海島棉轉錄因子基因GbMYB60的克隆、表達及其抗逆性分析

高 巍劉會利田新權 張 慧 宋 潔 楊 勇 龍 璐宋純鵬

河南大學生命科學學院 / 棉花生物學國家重點實驗室 / 植物逆境生物學重點實驗室， 河南開封 475004

海島棉轉錄因子基因GbMYB60的克隆、表達及其抗逆性分析

高 巍**劉會利**田新權 張 慧 宋 潔 楊 勇 龍 璐宋純鵬*

河南大學生命科學學院 / 棉花生物學國家重點實驗室 / 植物逆境生物學重點實驗室， 河南開封 475004

MYB轉錄因子是在真核生物細胞內廣泛存在的一類轉錄因子蛋白， 在植物的生長發育、代謝調節、抗病抗逆、以及激素介導的信號路徑等方面都發揮著重要的作用。本研究從海島棉品種海7124中克隆得到一個MYB轉錄因子基因， 根據序列同源性和進化分析， 將其命名為GbMYB60。該基因序列長990 bp， 編碼一個36.9 kD的R2R3類MYB轉錄因子蛋白。GbMYB60蛋白被特異地定位于植物細胞核。GbMYB60基因的表達水平較低， 在真葉中優勢表達， 根系中表達量最低。該基因受甘露醇、NaCl、低溫、高溫等非生物逆境， 以及脫落酸、乙烯利、茉莉酸甲酯和水楊酸等植物激素的誘導上調表達。利用病毒誘導的基因沉默技術在海島棉中干涉GbMYB60發現， 降低GbMYB60基因的表達水平， 使棉花幼苗對高鹽脅迫的耐受性降低； 但GbMYB60干涉的植株在甘露醇溶液的處理下與對照植株并無顯著的抗性差異。

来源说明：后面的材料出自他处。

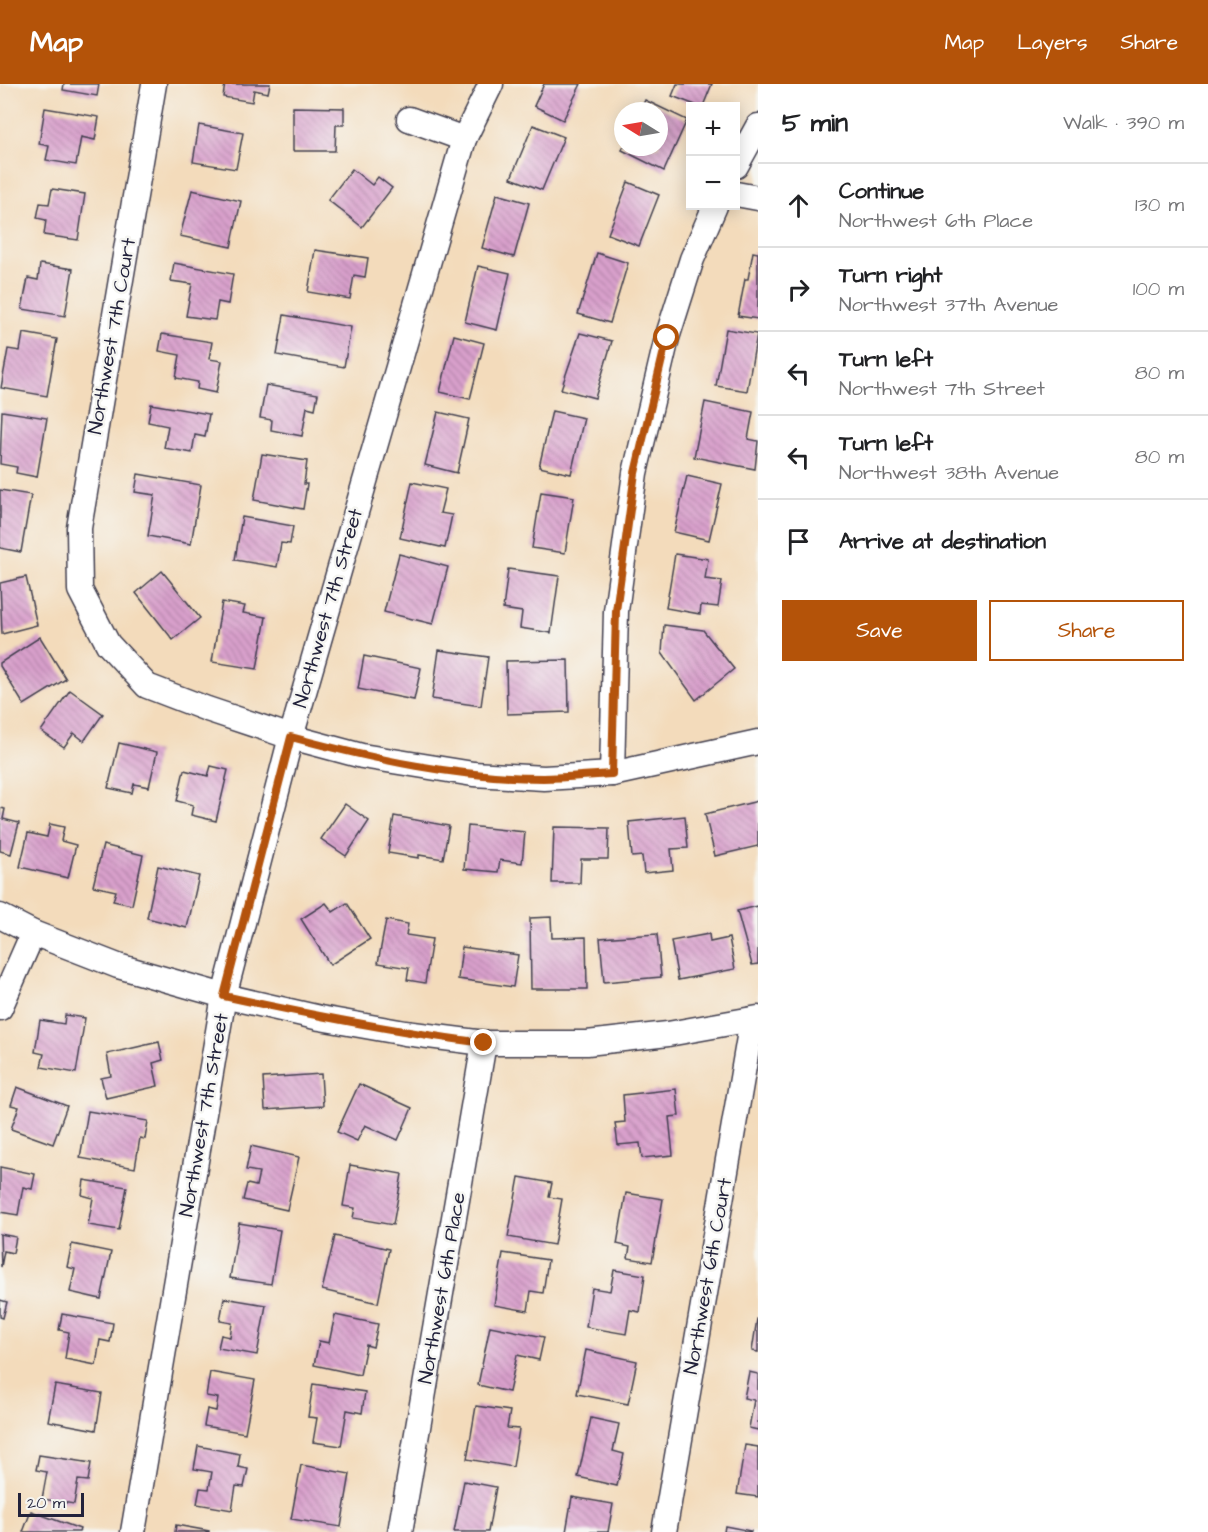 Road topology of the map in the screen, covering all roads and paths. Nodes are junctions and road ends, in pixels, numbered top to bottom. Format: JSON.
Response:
{"nodes":[{"id":1,"x":154,"y":84,"type":"edge"},
{"id":2,"x":491,"y":84,"type":"edge"},
{"id":3,"x":409,"y":119,"type":"dead end"},
{"id":4,"x":758,"y":126,"type":"edge"},
{"id":5,"x":464,"y":139,"type":"junction"},
{"id":6,"x":740,"y":157,"type":"edge"},
{"id":7,"x":740,"y":195,"type":"edge"},
{"id":8,"x":758,"y":198,"type":"edge"},
{"id":9,"x":713,"y":210,"type":"edge"},
{"id":10,"x":291,"y":737,"type":"junction"},
{"id":11,"x":758,"y":742,"type":"edge"},
{"id":12,"x":612,"y":774,"type":"junction"},
{"id":13,"x":0,"y":916,"type":"edge"},
{"id":14,"x":33,"y":933,"type":"junction"},
{"id":15,"x":224,"y":996,"type":"junction"},
{"id":16,"x":0,"y":1008,"type":"edge"},
{"id":17,"x":755,"y":1019,"type":"edge"},
{"id":18,"x":484,"y":1043,"type":"junction"},
{"id":19,"x":133,"y":1532,"type":"edge"},
{"id":20,"x":400,"y":1532,"type":"edge"},
{"id":21,"x":664,"y":1532,"type":"edge"}],
"edges":[{"from":1,"to":10,"type":"street","name":"Northwest 7th Court"},
{"from":2,"to":5,"type":"street","name":"Northwest 7th Street"},
{"from":3,"to":5,"type":"street"},
{"from":4,"to":6,"type":"street"},
{"from":5,"to":10,"type":"street","name":"Northwest 7th Street"},
{"from":7,"to":8,"type":"street"},
{"from":9,"to":12,"type":"street"},
{"from":10,"to":12,"type":"street"},
{"from":10,"to":15,"type":"street","name":"Northwest 7th Street"},
{"from":11,"to":12,"type":"street"},
{"from":13,"to":14,"type":"street"},
{"from":14,"to":15,"type":"street"},
{"from":14,"to":16,"type":"street"},
{"from":15,"to":18,"type":"street"},
{"from":15,"to":19,"type":"street","name":"Northwest 7th Street"},
{"from":17,"to":18,"type":"street"},
{"from":17,"to":21,"type":"street","name":"Northwest 6th Court"},
{"from":18,"to":20,"type":"street","name":"Northwest 6th Place"}]} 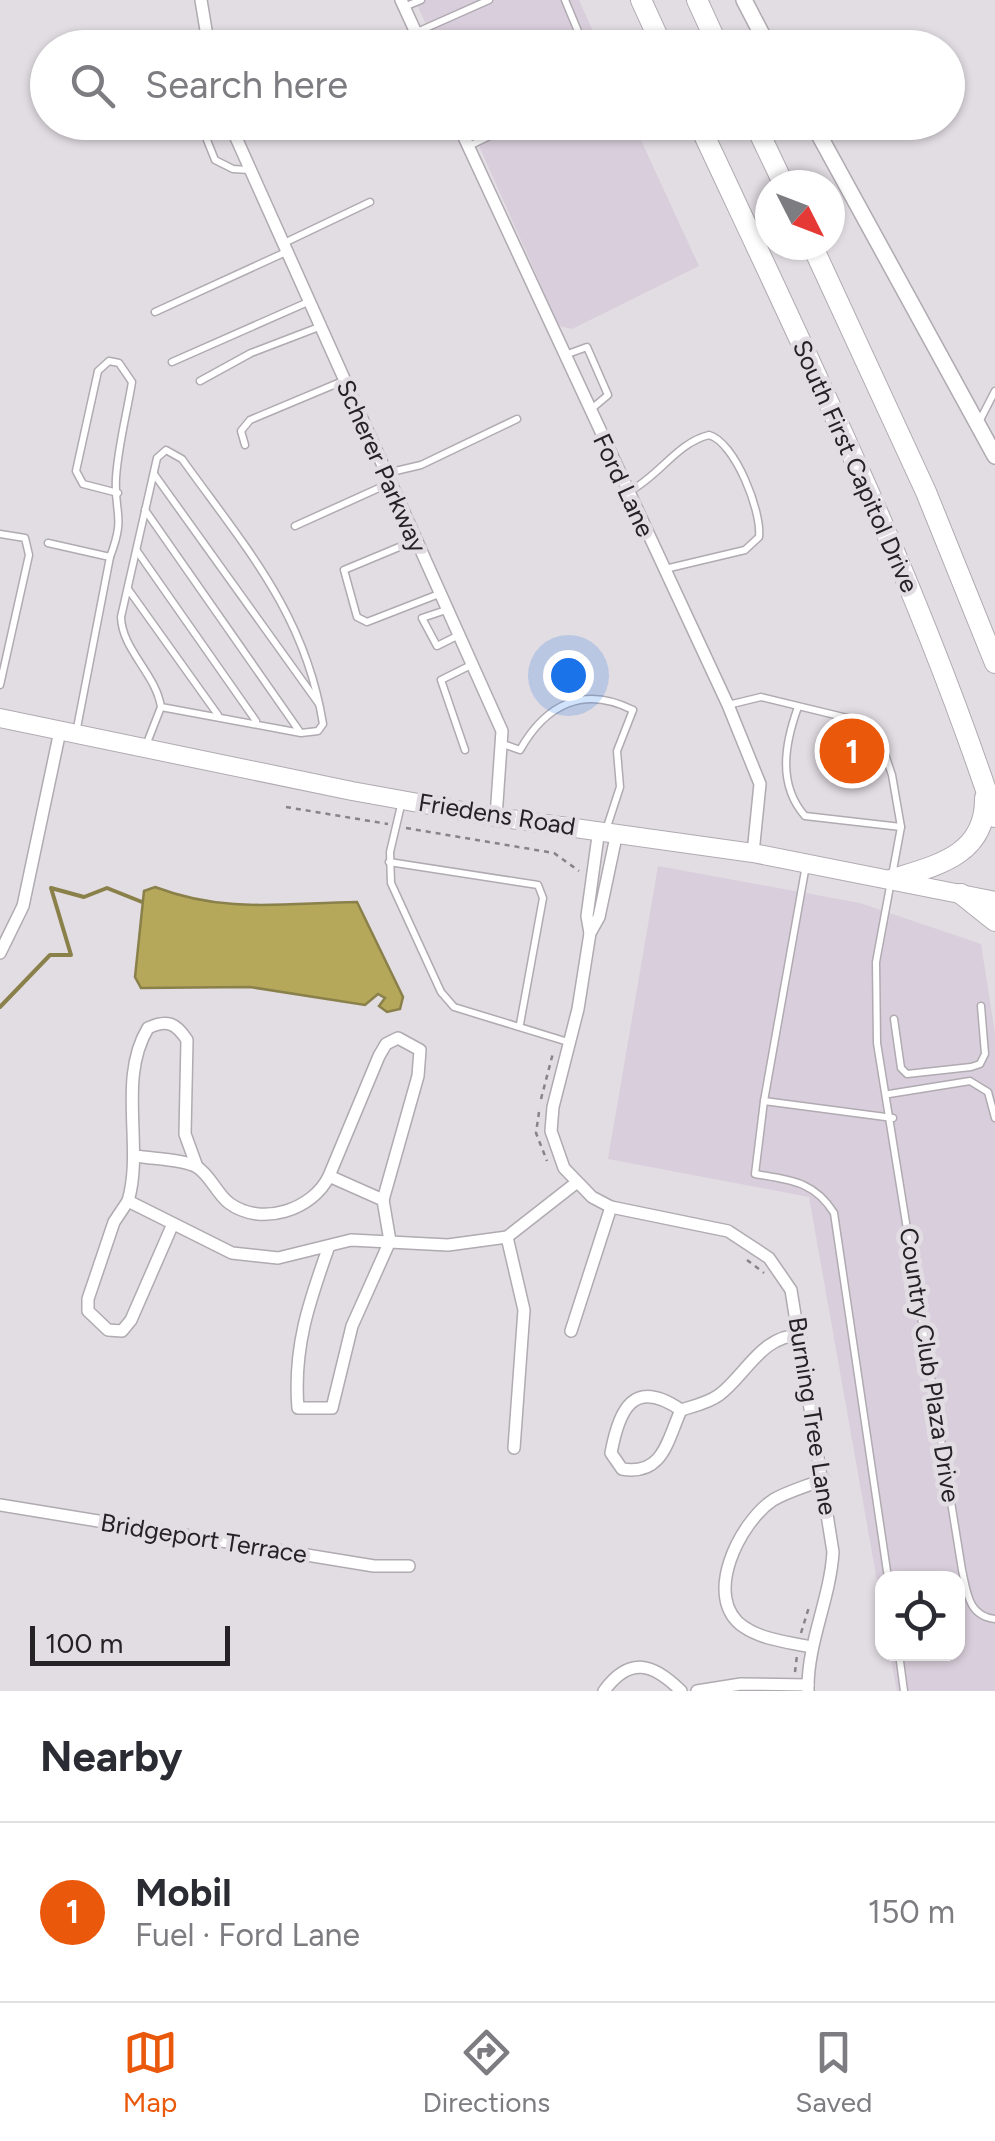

棉花； MYB轉錄因子； 鹽； 甘露醇； 非生物脅迫

MYB轉錄因子是在真核生物細胞內廣泛存在的一類轉錄因子蛋白， 通過調節下游信號傳導基因和功能基因的轉錄水平來實現對細胞進程的調控［1］。植物的MYB家族成員可以根據其N端MYB保守結構域的氨基酸構成被分成4類（1R、R2R3、3R和4R），其中R2R3是植物特有的， 也是數量最多的。在擬南芥中， 目前報道的 MYB轉錄因子有 200個， 其中R2R3-MYB的數量為190個［2］。研究表明R2R3-MYB參與了植物生長發育、代謝、激素信號傳導、抗逆、抗病等重要的生物學過程［1-3］。例如， 擬南芥AtMYB2在干旱脅迫下表達量上升， 通過激活脫落酸（abscisic acid， ABA）介導的信號途徑增強植物的抗旱性。AtMYB2還影響了擬南芥腋芽發育和衰老過程［4-5］。AtMYB60和AtMYB96也參與了擬南芥的抗逆反應［6-8］。AtMYB60是一個耐旱的負調控因子， 在氣孔中特異表達， 表達水平被干旱脅迫抑制。atmyb60突變體氣孔開度小于野生型， 因此突變體植株在缺水環境中水分散失速率明顯下降， 耐旱性顯著提高。而超表達MYB60.1和 MYB60.2的擬南芥對干旱更加敏感［6，8］。AtMYB96同時參與了擬南芥的抗旱和抗病過程， 促進干旱脅迫下表皮蠟質合成、水楊酸（salicylic acid，SA）和 ABA介導的抗病信號傳遞［7，9］。除了擬南芥，其他物種如水稻、玉米中也發現了大量的 R2R3類MYB成員［10-11］， 但關于棉花中 R2R3-MYB轉錄因子深入的功能研究還較少。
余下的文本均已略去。